Tuesday, March 17, 2009

Visiting with Gma in Blanding & Lissy's birthday

This weekend we headed to Blanding to visit with Grandma and Grandpa Fisher. My camera is broken so I unfortunately have no pictures.

It was also Lissy's 5th birthday. I bought a cake at the local grocery store there for her birthday, and Kulani bought her some simple presents from us. I love that a kite and coloring book and crayons is as special to a 5-year-old as a new car would be to a teenager. She told me it was her best birthday ever. Last year for her birthday we spent $100 taking the kids to Princesses on Ice. It was a good reminder that sometimes the simplest birthdays are truly the best.

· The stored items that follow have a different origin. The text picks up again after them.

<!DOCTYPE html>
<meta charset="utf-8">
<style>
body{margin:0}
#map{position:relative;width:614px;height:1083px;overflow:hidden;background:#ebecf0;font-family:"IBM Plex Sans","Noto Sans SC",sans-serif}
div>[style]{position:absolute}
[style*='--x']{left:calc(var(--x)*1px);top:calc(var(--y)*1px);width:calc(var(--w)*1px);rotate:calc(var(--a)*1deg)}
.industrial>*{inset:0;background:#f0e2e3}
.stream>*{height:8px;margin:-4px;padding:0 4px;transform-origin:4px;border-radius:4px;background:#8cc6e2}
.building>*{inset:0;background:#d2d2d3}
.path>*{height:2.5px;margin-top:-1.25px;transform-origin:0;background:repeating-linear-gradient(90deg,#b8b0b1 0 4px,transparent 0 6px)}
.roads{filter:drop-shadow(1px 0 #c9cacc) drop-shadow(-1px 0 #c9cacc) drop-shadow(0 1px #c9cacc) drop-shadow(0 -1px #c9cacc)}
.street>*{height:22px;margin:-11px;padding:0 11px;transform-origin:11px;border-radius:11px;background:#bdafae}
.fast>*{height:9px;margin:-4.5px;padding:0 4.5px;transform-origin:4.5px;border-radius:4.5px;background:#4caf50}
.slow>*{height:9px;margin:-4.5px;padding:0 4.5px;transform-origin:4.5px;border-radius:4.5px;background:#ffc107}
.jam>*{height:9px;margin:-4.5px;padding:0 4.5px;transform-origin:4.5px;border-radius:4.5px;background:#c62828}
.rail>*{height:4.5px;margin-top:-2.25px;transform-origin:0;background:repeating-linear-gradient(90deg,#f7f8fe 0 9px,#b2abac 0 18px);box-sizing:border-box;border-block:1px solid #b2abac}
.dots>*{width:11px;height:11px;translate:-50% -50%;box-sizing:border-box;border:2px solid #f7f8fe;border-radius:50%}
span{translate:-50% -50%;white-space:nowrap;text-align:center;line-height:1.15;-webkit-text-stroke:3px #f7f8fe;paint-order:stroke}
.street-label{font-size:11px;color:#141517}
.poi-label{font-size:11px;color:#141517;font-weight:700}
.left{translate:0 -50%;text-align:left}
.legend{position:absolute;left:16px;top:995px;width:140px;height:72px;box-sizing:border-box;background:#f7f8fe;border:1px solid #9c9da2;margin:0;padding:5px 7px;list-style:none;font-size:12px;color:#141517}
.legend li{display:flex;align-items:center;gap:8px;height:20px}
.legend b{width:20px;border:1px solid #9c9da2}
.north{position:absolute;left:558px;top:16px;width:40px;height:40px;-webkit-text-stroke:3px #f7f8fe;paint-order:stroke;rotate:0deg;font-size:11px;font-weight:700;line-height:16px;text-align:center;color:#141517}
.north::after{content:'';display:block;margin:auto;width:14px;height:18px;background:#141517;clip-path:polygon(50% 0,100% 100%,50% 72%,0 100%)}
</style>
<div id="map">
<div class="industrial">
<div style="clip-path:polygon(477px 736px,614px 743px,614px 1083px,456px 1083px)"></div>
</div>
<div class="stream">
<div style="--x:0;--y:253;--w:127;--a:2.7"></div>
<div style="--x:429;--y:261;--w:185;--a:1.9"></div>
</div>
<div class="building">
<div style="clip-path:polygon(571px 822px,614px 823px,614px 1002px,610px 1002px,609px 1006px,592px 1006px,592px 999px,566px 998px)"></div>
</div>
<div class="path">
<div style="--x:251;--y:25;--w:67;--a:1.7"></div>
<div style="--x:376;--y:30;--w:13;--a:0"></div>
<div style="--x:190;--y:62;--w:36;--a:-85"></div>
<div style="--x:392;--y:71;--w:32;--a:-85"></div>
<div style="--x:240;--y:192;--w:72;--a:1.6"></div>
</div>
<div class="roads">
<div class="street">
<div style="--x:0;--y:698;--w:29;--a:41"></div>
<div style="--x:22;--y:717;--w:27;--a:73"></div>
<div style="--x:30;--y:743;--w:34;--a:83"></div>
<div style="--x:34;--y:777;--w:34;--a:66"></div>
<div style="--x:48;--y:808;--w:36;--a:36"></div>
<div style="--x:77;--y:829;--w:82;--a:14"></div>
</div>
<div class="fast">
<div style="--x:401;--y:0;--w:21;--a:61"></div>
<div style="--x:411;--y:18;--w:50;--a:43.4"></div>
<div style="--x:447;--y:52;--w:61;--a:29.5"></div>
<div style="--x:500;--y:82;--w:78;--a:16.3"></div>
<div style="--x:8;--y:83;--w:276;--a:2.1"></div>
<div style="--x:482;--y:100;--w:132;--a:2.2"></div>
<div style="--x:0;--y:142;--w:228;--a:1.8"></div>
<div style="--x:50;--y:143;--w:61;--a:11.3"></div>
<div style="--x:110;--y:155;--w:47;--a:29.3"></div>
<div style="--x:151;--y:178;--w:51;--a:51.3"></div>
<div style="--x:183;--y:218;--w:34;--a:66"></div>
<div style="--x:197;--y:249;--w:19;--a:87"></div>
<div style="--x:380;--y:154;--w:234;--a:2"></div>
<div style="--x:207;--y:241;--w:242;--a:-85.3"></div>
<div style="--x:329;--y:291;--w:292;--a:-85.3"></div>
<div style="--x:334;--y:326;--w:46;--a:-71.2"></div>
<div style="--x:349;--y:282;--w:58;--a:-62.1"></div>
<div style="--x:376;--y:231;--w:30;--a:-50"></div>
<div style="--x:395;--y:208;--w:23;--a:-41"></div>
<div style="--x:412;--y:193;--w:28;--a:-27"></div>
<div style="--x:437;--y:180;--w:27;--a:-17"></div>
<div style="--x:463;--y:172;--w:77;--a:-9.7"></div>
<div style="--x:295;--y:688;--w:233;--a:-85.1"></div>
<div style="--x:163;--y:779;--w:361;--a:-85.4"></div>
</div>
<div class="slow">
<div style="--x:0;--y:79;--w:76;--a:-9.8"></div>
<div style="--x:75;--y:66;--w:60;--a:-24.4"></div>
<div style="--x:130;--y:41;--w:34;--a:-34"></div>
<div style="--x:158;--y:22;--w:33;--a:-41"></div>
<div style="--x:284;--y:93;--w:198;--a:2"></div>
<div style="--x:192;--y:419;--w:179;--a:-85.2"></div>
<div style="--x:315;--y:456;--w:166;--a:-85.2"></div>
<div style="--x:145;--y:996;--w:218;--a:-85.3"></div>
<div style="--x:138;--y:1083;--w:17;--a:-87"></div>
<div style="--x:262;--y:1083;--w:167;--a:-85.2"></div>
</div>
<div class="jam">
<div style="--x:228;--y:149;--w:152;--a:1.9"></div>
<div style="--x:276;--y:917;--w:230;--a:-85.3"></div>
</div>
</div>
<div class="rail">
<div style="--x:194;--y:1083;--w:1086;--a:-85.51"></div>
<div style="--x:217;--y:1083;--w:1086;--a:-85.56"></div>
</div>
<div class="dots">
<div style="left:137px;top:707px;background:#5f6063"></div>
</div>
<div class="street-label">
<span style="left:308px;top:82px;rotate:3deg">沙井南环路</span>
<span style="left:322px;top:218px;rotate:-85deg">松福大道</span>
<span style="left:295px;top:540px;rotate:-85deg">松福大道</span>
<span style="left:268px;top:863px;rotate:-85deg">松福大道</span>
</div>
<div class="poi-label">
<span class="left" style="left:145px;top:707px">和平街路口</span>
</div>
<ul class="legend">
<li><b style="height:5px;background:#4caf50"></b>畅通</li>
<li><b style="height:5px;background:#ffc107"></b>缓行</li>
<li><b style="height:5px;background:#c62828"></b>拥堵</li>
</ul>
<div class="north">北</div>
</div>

Grandma Fisher isn't doing great. She mostly sat on the couch the whole time we were there. The girls amazingly played so well with all of her old toys that were collected for the older grandkids, but thankfully still linger for my kids. We played Huskerdu and Candyland. I got to take a nice nap with Nohea. Despite no TV being on, the girls behaved so well and played well with each other. Kulani said he thinks the girls must have some inner behavior modifier, and they must instinctively know when good manners are required. They seem to understand old people, as they are also very well behaved when we visit Grandma McEuen at the care center.

While we were there, I was looking through some old scrapbooks Grandma had compiled. She'd kept some letters her husband had written to his mother when he was first married and living in Salt Lake City, and his mom was in Hawaii. One letter had me cracking up. Grandpa Fisher wrote to his mom about his success on the neighborhood baseball team. He wrote about the intricacies of being the catcher and hitting the ball left handed. The majority of the letter was about his baseball glory. And then in the last paragraph, he mentions that his wife is pregnant. A woman would lead a letter with news like that.

Grandma's memory is getting pretty bad. She asked me at least a dozen times whose birthday it was. She's remembering things not as they happened but how she thought they happened. She thinks she was in some type of coma for two weeks this summer, but that never happened.

When we left, Grandpa, who usually isn't super forthcoming with praise, was effusive with his gratitude for visiting. He said Grandma usually just stays in her room all day. It was a relief for him to see his wife interacting with people and getting some type of activity.